Saturday, November 21, 2020

Danger Close modern skirmish rules: a review

Writing a wargaming ruleset is in itself not very difficult. Writing a good one is. Writing a compact good ruleset is downright hard. So when I came upon the 2nd version of Empress Miniatures' rules and found out they were all of 4 pages (vehicle stat charts excluded) my curiosity was peaked! 


How does it look?

Danger Close can be bought as a 4-page booklet or a PDF. I bought the latter and also added the (free!) vehicle stat charts as well as a blank one to add your own. 

The pages are densely packed with text and tables. To my amazement the rules essentially cover only 2 pages. The next two are used to display the vehicle rules which are a variation on the infantry rules of page 1 and 2. Given the very limited size of this ruleset it is no surprise that it lacks any pictures or explanatory diagrams. 

System & mechanics

DC is a (kind of) alternate turn skirmish system meant for games with a few dozen figures and some vehicles. Turn sequence is determined by troop quality, the best activating first. Troop quality also determines how many figures you may Activate in your turn as well as maximizes the number of actions a figure has per activation, the best having more actions. So a figure might perform 2 to 5 actions per activation and can be activated once per turn. Finally, troop quality gives modifiers based on the difference in quality between opponents in spotting your opponents, shooting in a firefight or combat. So better troops move sooner, can do more and are more effective in combat and firefights.  All based on one stat. Very elegant. 



When your number of figures have exhausted their actions, it is your opponent's turn. And so on, until all figures have been activated and a new turn starts. 

Shooting requires Spotting first. Once having spotted your target, you can shoot at it, using a D20 +/-modifiers based on the situation and trying to beat the minimum score. A hit will result in an injury (roll a second D20) or a miss, which still causes stress. 

Stress is the currency of Morale in this game. The game knows only two Morale classes: Regular and Insurgent. Figures acquire Stress from being fired upon. All Stressed figures must make a test before being actiovated and might end up being limited or even surrendering. There are rules added for radios, boobytraps and Casevac, 

The vehicles function about the same as a figure, but with different results for spotting and getting damaged. The vehicle rules include aircraft, AT weapons and AA weapons. 

The vehicle stat charts include modern vehicles for the US, UK, Russia, China, France and Germany, as well as a chart with modern helicopters and a Vietnam 65-75 vehicle chart. 

How does it play? 

When one expects a brief ruleset to result in a quick game, DC will surprise you. A small squad versus squad game actually took us a few hours. While Activating is straightforward and gets figures moving around the table pretty quickly, especially shooting takes up a lot of time. Not just because it is a bit labour-intensive (roll (or at least calculate) for spot +/- modifiers, roll for shoot +/- modifiers, roll for injury) but because it is quite hard to hit something! 
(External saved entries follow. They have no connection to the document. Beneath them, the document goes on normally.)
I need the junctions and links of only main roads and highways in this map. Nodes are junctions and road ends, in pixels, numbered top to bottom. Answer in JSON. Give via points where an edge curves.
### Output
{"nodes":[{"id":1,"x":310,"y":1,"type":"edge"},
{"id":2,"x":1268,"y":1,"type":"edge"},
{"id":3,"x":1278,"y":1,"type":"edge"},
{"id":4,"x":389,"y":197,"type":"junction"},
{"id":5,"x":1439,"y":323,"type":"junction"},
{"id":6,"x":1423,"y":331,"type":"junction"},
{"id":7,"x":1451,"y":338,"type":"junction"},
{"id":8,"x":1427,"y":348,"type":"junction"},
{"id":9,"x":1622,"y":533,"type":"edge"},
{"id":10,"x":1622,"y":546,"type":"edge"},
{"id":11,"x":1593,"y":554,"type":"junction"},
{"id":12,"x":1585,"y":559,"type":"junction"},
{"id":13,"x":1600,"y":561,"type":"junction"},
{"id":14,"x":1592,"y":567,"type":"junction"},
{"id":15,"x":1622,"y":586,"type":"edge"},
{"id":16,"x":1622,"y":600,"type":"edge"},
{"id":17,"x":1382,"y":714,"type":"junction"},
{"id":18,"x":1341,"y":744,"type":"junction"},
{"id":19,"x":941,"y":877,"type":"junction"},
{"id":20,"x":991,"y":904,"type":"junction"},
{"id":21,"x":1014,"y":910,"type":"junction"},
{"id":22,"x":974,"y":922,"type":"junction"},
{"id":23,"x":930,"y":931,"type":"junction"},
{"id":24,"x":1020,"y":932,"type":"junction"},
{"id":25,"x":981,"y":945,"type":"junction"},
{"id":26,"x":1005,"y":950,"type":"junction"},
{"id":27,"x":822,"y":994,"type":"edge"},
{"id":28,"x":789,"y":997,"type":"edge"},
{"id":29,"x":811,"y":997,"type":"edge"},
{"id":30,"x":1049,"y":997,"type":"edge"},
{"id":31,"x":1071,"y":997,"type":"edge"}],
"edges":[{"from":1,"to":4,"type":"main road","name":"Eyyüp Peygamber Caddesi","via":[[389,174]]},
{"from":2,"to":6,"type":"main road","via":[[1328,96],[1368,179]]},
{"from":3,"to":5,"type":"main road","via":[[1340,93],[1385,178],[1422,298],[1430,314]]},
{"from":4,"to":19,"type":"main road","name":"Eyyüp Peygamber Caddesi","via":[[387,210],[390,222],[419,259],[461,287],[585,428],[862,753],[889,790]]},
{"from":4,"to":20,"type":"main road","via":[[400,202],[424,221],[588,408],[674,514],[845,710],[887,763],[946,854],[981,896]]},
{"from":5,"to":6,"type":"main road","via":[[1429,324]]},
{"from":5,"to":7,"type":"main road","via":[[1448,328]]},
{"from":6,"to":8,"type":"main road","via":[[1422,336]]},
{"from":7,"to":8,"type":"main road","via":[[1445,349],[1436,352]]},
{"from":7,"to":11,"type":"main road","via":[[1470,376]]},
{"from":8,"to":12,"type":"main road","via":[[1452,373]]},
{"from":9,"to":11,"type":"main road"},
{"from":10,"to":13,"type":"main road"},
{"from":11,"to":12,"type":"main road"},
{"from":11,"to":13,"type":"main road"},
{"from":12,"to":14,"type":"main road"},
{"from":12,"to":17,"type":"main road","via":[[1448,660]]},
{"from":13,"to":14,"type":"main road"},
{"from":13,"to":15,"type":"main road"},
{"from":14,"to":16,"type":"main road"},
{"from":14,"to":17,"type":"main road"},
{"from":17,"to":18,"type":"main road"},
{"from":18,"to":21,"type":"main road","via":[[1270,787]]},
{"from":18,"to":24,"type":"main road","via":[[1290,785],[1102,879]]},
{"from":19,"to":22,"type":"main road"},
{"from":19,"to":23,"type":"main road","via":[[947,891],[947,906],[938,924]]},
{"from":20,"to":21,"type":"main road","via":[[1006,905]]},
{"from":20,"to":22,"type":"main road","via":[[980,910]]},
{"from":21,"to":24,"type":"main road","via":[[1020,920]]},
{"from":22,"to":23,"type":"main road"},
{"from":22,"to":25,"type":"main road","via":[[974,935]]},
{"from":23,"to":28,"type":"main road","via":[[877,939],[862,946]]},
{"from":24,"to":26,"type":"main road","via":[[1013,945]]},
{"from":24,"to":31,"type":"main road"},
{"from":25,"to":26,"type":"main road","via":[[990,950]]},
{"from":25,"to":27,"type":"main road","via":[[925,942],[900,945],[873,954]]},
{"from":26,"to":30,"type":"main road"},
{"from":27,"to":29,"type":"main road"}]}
Since the target number is 17+ and the best positive modifier is a +3 you still need a 14+ to hit. So most shots miss and only result in Stress. We had one soldier standing in the open acquiring 12 Stress from getting shot at, failing his test, duck away and start without Stress all over again next turn! That way it takes a while to get decisive results. 

This may be a conscious choice (it usually takes an average few hundred bullets to kill an enemy these days) but it might not be everybody's idea of a fun game. 

Morale checks are quick and easy but tend to give temporary results. There is no gradual deterioration of a force through loss of Morale. 

You have to fill in a number of things that are not explained or expanded upon because of the briefness of the ruleset. Definitions of things like Overwatch, "obscured" and range (measuring from what to what?) are not included. How to place terrain, muster your forces or write a scenario are skills you have to bring yourself. 

What is good? 

For compactness and price this game wins everything hands down. The ruleset is clear and brief and logically structured. Being essentially only 2 pages long, it does not need an index. Just turn the page. 

Activation and Morale are quick and easy and the quality difference between troops is done very elegantly. There is hardly any bookkeeping needed besides Stress, injuries and Overwatch. 

What could be better? 

The shooting sequence is a bit laborious and ineffective. This made our game last a while. This might be realistic, but perhaps not to everyone's taste. 

This game works with modifiers. A lot of them. Because of the 4-pages format modifiers are grouped together by impact. So for example all reasons to apply a +2 to shooting are grouped together in 1 line. This makes it a bit hard to find a specific reason sometimes. However, after a few games these things will probably get stuck in your memory.  

There is another caveat. This set is so compact that it only gives rules and explains nothing. This can be left out assuming the player is familiar with the way a wargame works, how Moves are measured for example or what something like "obscured" is supposed to mean. There are no scenarios or rules to set up a table. Al these things are absolutely no problem for experienced players but this might make the set less suitable for a beginner. 

Danger Close: Modern skirmish wargame rules, version 2
4 pages (+ 6 pages of vehicle stats)
Empress Miniatures


1 comment:

  1. Nice review. I have a set of these somewhere..I really should dig them out again.